In 2000 is het microverspreidingsonderzoek door het RIVO gestopt en wordt de ruimtelijke verspreiding van de visserij inspanning van alle schepen>24 m door de AID geregistreerd (VMS gegevens). De nauwkeurigheid van positieregistratie en resolutie zijn vergelijkbaar met die van het microverspreidingsonderzoek. De omvang van de steekproef is groter (alle schepen > 24 m die toestemming hebben gegeven voor gebruik van de VMS gegevens) maar de frequentie waarmee posities worden geregistreerd kleiner (± eens per 1,5 uur). Van de schepen wordt vaak ook de vaarsnelheid geregistreerd zodat kan worden afgeleid worden of ze vissen of varen. Het RIVO heeft van 75 schepen (10 eurokotters, 65 grote kotters) toestemming om de gegevens anoniem te gebruiken.

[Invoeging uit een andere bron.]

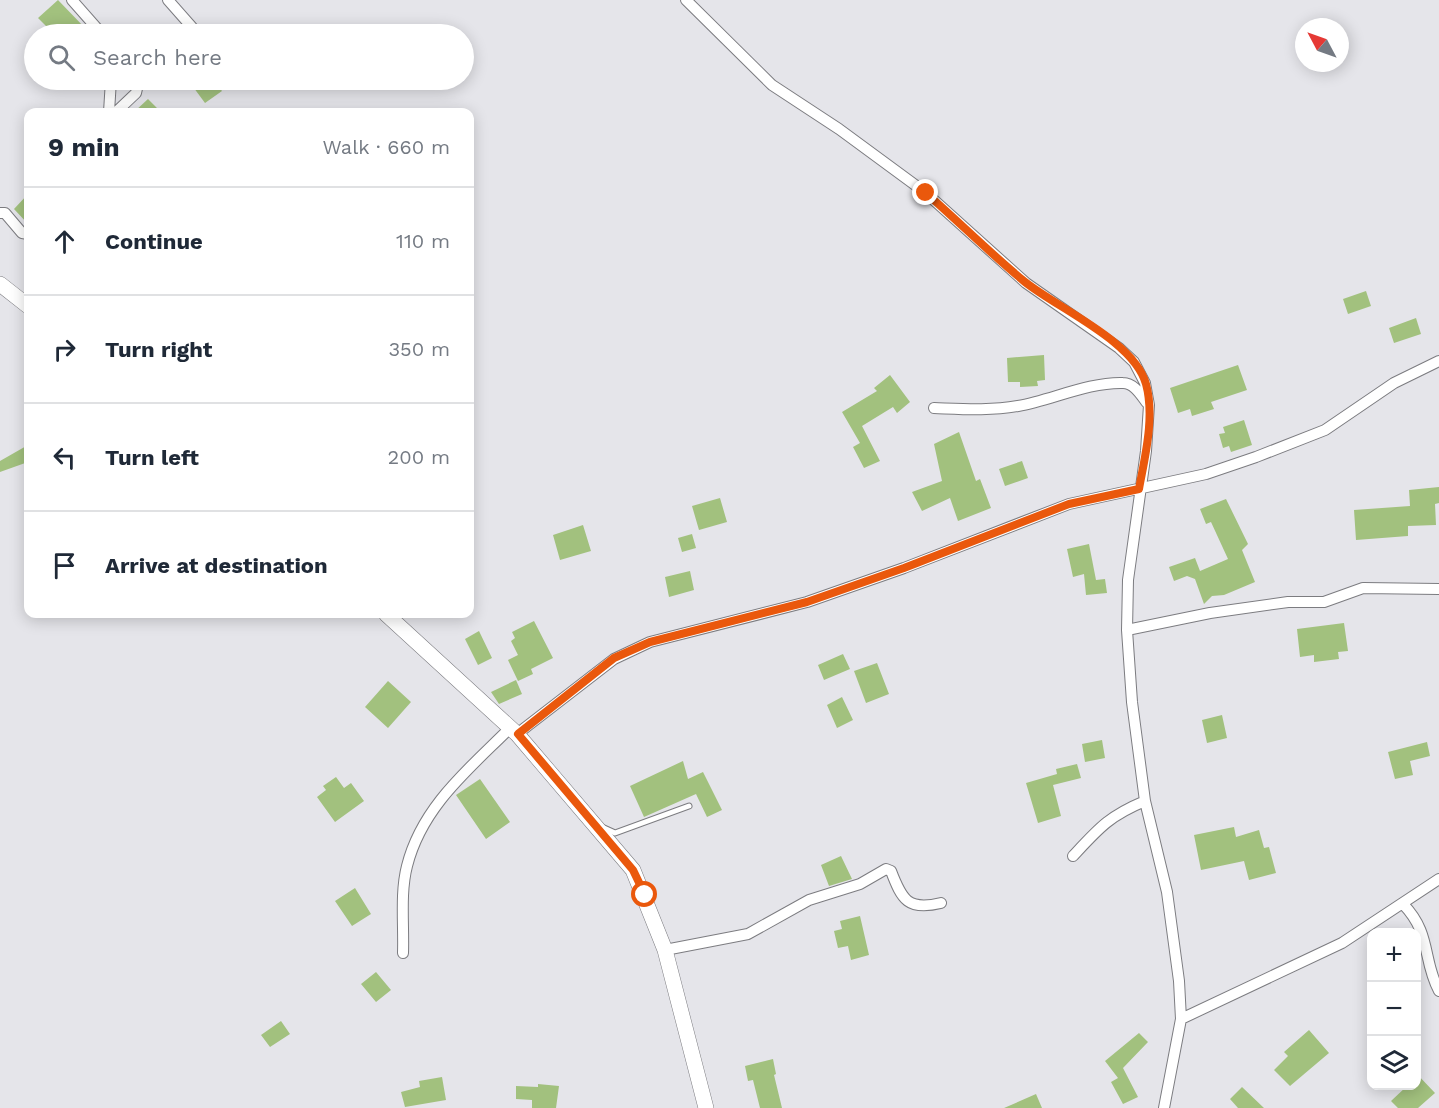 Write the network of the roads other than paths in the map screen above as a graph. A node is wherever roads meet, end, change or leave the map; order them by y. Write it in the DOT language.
graph roads {
  1 [pos="72,0"];
  2 [pos="168,0"];
  3 [pos="686,0"];
  4 [pos="93,24"];
  5 [pos="189,24"];
  6 [pos="110,90"];
  7 [pos="137,90"];
  8 [pos="109,108"];
  9 [pos="120,108"];
  10 [pos="0,213"];
  11 [pos="24,233"];
  12 [pos="0,284"];
  13 [pos="24,303"];
  14 [pos="1439,361"];
  15 [pos="1149,405"];
  16 [pos="934,408"];
  17 [pos="1139,489"];
  18 [pos="1439,589"];
  19 [pos="390,618"];
  20 [pos="1127,630"];
  21 [pos="514,730"];
  22 [pos="1145,801"];
  23 [pos="689,806"];
  24 [pos="594,824"];
  25 [pos="1073,856"];
  26 [pos="1439,879"];
  27 [pos="941,903"];
  28 [pos="1403,904"];
  29 [pos="665,950"];
  30 [pos="403,953"];
  31 [pos="1439,991"];
  32 [pos="1181,1020"];
  33 [pos="706,1108"];
  34 [pos="1164,1108"];
  1 -- 4 [label="street"];
  2 -- 5 [label="street"];
  3 -- 15 [label="street"];
  6 -- 8 [label="street"];
  7 -- 9 [label="street"];
  10 -- 11 [label="street"];
  12 -- 13 [label="street"];
  14 -- 17 [label="street"];
  15 -- 16 [label="street"];
  15 -- 17 [label="street"];
  17 -- 20 [label="street"];
  17 -- 21 [label="street"];
  18 -- 20 [label="street"];
  19 -- 21 [label="street"];
  20 -- 22 [label="street"];
  21 -- 24 [label="street"];
  21 -- 30 [label="street"];
  22 -- 25 [label="street"];
  22 -- 32 [label="street"];
  23 -- 24 [label="lane"];
  24 -- 29 [label="street"];
  26 -- 28 [label="street"];
  27 -- 29 [label="street"];
  28 -- 31 [label="street"];
  28 -- 32 [label="street"];
  29 -- 33 [label="street"];
  32 -- 34 [label="street"];
} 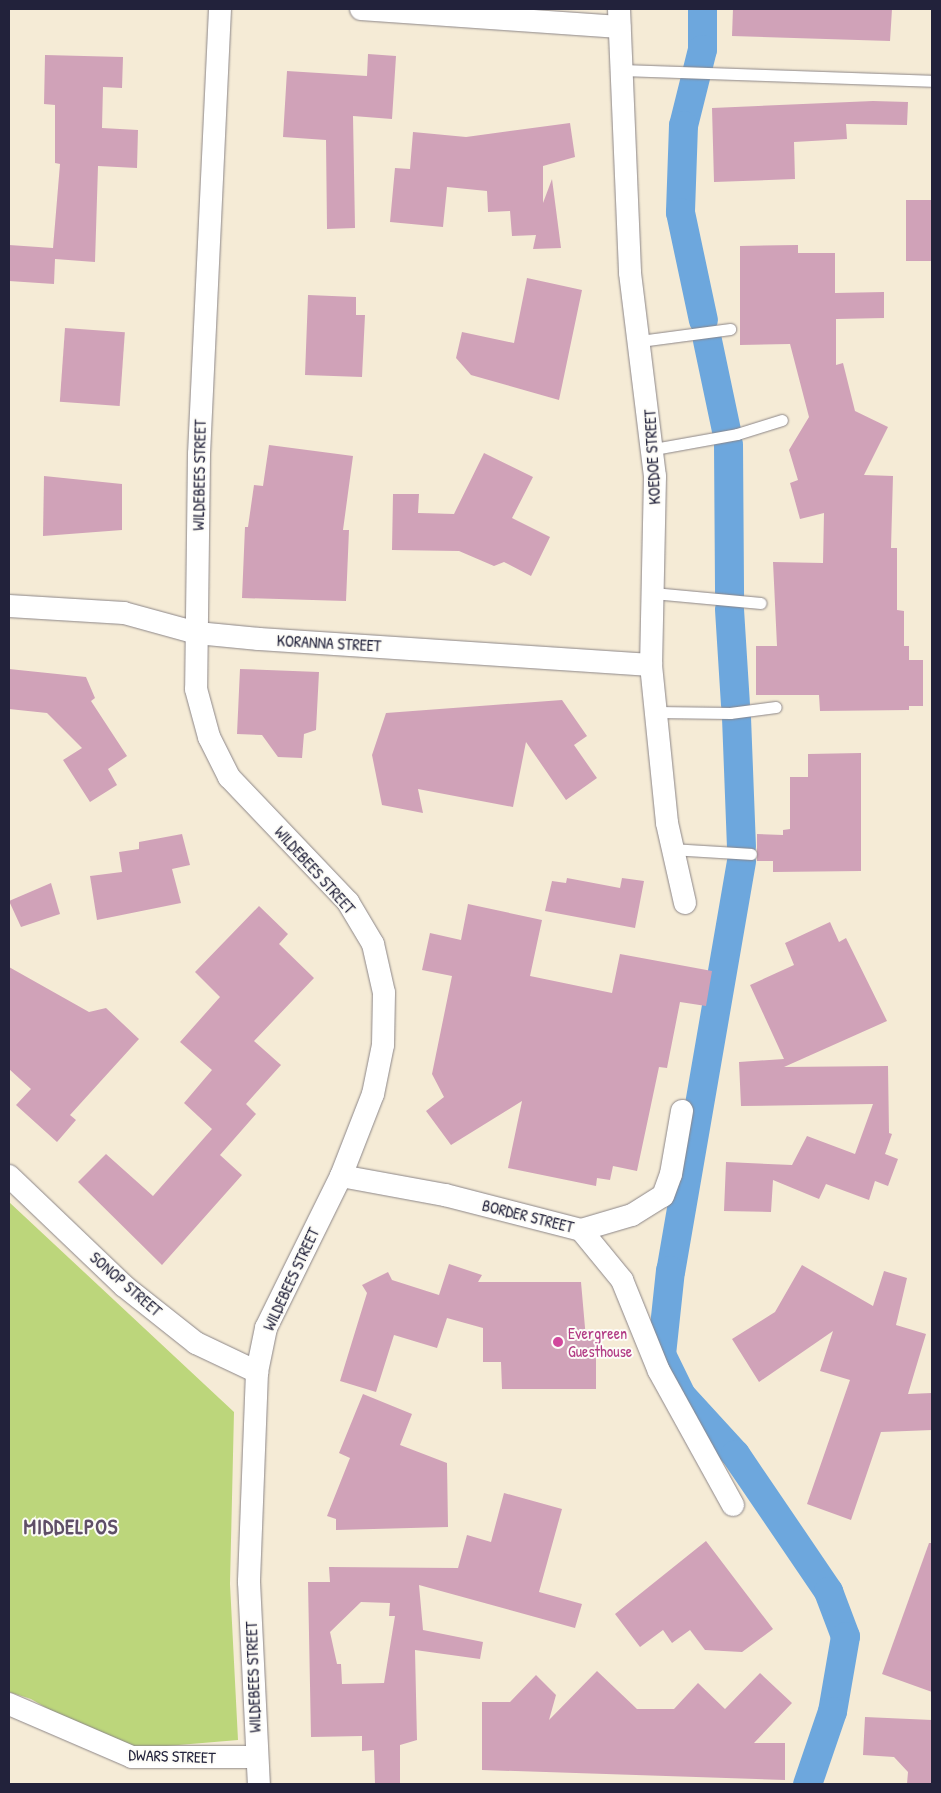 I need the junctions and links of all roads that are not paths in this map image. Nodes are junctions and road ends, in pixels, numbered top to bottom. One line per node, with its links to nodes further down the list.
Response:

Van een buitenlands zusterinstituut zijn ook VMS registraties van niet-Nederlandse schepen beschikbaar gemaakt. Deze vloot bestaat deels uit Nederlandse omvlaggers en deels uit buitenlandse schepen.

De VMS gegevens zijn goed bruikbaar om vislocaties van een schip aan te tonen. In de VMS gegevens waar het RIVO over beschikt, zijn de eurokotters, net als in het microverspreidingsonderzoek, sterk ondervertegenwoordigd. Dit komt onder andere doordat veel van de eurokotters korter zijn dan 24 meter en daarom geen VMS verplichting hebben.

(5)

Per jaar is met behulp van de VMS- en Microverspreidingsgegevens het aantal registraties van vissende schepen gesommeerd. Deze jaartotalen zijn gemiddeld over de jaren 1999 t/m 2002 en geplot in een raster van 1x1 Nm. Dit levert kaartjes op van het gemiddelde aantal registraties per jaar waarbij onderscheid is gemaakt tussen de eurokotters en grote kotters uit Nederland als ook buitenlandse kotters.

Resultaten

Aantal registraties per jaar

Eurokotters op het NCP zijn voornamelijk actief in de kustzone en op de Klaverbank (figuur 1). Op de Centrale Oestergronden en het Friese Front is ook wat visserij-activiteit geregistreerd, maar lang niet zoveel. De eurokotters lijken nauwelijks actief te zijn op de Doggerbank.

Figuur 1. Gemiddelde visserij-inspanning per jaar van eurokotters, gebaseerd op gegevens van 1999-2002. De vijf evt. te beschermen gebieden zijn aangegeven.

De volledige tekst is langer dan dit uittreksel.